Mumbai: CLP India, one of the largest foreign investors in the Indian power sector, has raised Rs.600 crore for its wind portfolio—CLP Wind Farms—by issuing green bonds.
The issue is the first green bond issued by a company in India, even though some lenders, such as Yes Bank Ltd, have raised funds by issuing green bonds to agencies such as the International Finance Corporation, the private sector lending arm of the World Bank.
Green bonds enable capital-raising for projects with environmental benefits. These could include projects related to renewable energy, energy efficiency, sustainable waste management, sustainable land use, biodiversity conservation, clean transportation, sustainable water management and climate change adaptation, among others. Money raised through such bonds have to be exclusively used for such projects through a separate account earmarked for these investments.
The global green bond market could hit $100 billion this year, Moody’s Investors Service said in a report on 27 May. In 2014, $37 billion was raised via such bonds globally, said the report.
In simple terms, the key benefits of the green bonds include substantial cost savings through lower and fixed interest rates. Such bonds also enable firms to raise longer term financing.
In India, the market is just developing with CLP India being the first corporate issuer to close such a bond issue.
“The proceeds from these bonds will be used for funding the capital expenditure of its projects in the renewable space. This move will help CLP sustain its expansion of the renewable energy portfolio in alignment with the company’s vision to lower carbon emission footprint,” the company said in a statement.
CLP India is the largest wind power developer in the country, with committed wind projects of more than 1,000 megawatts, spread across six states, the company said in its statement.
The bond issue was assigned a rating of AA by India Ratings and Research. Instruments with this rating are considered to have high degree of safety regarding timely servicing of financial obligations and very low credit risk.
The bonds, with a coupon of 9.15% per annum, are being issued in three series of equal amounts maturing in April 2018, 2019 and 2020.
Standard Chartered Bank, IDFC Ltd and The Hongkong and Shanghai Banking Corp. Ltd (HSBC) are the lead arrangers for the bond issuance.
The transaction by CLP India is the first green bond issuance by a corporate out of India, South Asia as well as South East Asia, said Chetan Joshi, head, debt capital markets India, HSBC. “Sustainable finance, including green bonds, is one of the most important and fast-growing segments of the global markets. We expect CLP’s issuance to pave the way for standardization of this new financing instrument in the Indian capital markets,” said Joshi without naming other possible issuers.

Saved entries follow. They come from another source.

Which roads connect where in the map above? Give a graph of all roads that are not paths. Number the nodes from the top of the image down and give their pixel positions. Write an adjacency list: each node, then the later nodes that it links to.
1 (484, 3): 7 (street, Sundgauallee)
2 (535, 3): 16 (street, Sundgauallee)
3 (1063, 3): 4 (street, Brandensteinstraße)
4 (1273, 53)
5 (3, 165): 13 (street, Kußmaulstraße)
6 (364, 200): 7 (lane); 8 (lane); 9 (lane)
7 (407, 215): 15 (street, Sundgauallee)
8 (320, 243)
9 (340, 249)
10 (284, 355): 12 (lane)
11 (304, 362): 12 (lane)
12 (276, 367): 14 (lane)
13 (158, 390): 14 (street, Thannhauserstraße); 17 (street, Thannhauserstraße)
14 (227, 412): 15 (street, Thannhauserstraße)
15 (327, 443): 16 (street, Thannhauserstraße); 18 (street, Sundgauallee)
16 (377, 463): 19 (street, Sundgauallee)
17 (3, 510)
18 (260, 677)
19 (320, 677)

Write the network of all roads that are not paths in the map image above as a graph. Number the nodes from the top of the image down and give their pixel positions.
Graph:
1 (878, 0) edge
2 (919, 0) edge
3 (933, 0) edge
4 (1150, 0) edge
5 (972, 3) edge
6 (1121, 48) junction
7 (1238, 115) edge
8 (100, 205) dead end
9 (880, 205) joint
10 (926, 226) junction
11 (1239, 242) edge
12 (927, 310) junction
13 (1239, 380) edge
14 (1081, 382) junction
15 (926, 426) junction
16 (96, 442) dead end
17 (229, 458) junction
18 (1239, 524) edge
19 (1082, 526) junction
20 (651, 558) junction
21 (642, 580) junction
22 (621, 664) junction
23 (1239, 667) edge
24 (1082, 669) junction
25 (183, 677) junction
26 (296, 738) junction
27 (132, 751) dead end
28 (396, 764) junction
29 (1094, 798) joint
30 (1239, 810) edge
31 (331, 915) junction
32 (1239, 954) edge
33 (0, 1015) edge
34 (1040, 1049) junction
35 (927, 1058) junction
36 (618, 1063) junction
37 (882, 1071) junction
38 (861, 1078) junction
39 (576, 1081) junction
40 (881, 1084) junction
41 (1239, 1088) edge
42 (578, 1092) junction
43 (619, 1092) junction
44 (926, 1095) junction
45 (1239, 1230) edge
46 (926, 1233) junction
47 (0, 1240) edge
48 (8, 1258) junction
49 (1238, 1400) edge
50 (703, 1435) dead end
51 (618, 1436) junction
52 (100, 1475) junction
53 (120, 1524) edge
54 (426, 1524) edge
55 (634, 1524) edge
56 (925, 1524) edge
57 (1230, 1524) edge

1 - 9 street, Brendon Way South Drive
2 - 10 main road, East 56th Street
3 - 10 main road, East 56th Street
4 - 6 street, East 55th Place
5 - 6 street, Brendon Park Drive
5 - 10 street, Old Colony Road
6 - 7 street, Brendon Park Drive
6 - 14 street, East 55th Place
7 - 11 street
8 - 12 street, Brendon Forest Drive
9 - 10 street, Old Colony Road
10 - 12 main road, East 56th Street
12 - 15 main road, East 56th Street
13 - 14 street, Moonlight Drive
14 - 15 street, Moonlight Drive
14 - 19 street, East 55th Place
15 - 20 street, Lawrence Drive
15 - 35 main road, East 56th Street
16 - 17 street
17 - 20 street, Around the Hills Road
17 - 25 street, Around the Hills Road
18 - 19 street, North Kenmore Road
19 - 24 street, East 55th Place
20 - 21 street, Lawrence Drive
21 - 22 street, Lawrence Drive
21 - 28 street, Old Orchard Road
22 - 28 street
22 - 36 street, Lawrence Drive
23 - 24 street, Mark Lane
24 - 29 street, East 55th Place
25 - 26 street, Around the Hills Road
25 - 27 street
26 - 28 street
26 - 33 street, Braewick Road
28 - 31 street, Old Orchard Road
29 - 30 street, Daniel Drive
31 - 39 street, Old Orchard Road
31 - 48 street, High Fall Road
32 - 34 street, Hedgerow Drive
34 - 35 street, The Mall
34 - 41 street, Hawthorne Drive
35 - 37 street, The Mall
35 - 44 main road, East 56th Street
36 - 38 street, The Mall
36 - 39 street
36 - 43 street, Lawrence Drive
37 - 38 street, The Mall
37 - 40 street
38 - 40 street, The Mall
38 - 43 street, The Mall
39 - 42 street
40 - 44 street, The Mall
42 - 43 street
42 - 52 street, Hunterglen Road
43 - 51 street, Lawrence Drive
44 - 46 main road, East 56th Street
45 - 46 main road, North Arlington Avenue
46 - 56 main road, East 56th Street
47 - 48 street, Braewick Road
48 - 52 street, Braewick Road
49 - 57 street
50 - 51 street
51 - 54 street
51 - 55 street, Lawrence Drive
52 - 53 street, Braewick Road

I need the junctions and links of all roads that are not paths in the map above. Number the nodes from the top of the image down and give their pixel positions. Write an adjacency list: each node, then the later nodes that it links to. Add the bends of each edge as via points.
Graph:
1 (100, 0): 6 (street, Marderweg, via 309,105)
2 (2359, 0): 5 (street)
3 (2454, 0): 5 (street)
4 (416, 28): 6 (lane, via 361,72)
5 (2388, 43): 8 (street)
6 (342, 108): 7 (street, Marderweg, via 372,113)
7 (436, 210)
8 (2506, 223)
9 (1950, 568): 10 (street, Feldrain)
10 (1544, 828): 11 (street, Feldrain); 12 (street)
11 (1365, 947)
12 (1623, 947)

Joshi added that the transaction allows CLP India to diversify its financing mix through the bond market via a fixed rate funding instrument.
CLP India is the wholly-owned subsidiary of CLP Holdings Ltd, which is listed on the Hong Stock Exchange and a leading investor-owned power business in Asia. It is also one of the largest foreign investors in the Indian power sector with a total committed investment of over Rs.14,500 crore.
“Through the issuance of these bonds we plan to fund the expenditure of new projects in the renewable energy space and thereby support CLP’s growth plans for India. There is enormous potential in the Indian renewable power market and we see ourselves making a vital contribution towards the government’s objective of increasing capacities in clean energy,” Rajiv Mishra, managing director, CLP India said.
In April, Mint reported that the government had approached at least eight lenders, including Rural Electrification Corp. Ltd (REC), to raise low-cost and long-term funds to help finance India’s plan to quadruple its renewable energy production, while also aiming to make it economically viable for debt-laden distribution firms to buy clean power.
The dollar- or rupee-denominated green bonds may be raised by India Infrastructure Finance Co. Ltd (IIFCL), Power Finance Corp. Ltd (PFC), REC, IDBI Bank Ltd, Indian Renewable Energy Development Agency Ltd (Ireda), ICICI Bank Ltd and Yes Bank, among others, Mint reported.
Apart from lenders raising money for on-lending through such bonds, firms can independently tap the bond markets, too.
India needs as much as $200 billion to meet its target to install 100 gigawatts of solar power and 60,000 megawatts of wind power by 2022.
Obtaining affordable, long-term and adequate funds has been a challenge for developers of clean-energy projects in India, where interest rates are high and banks are often reluctant to lend to renewable energy projects.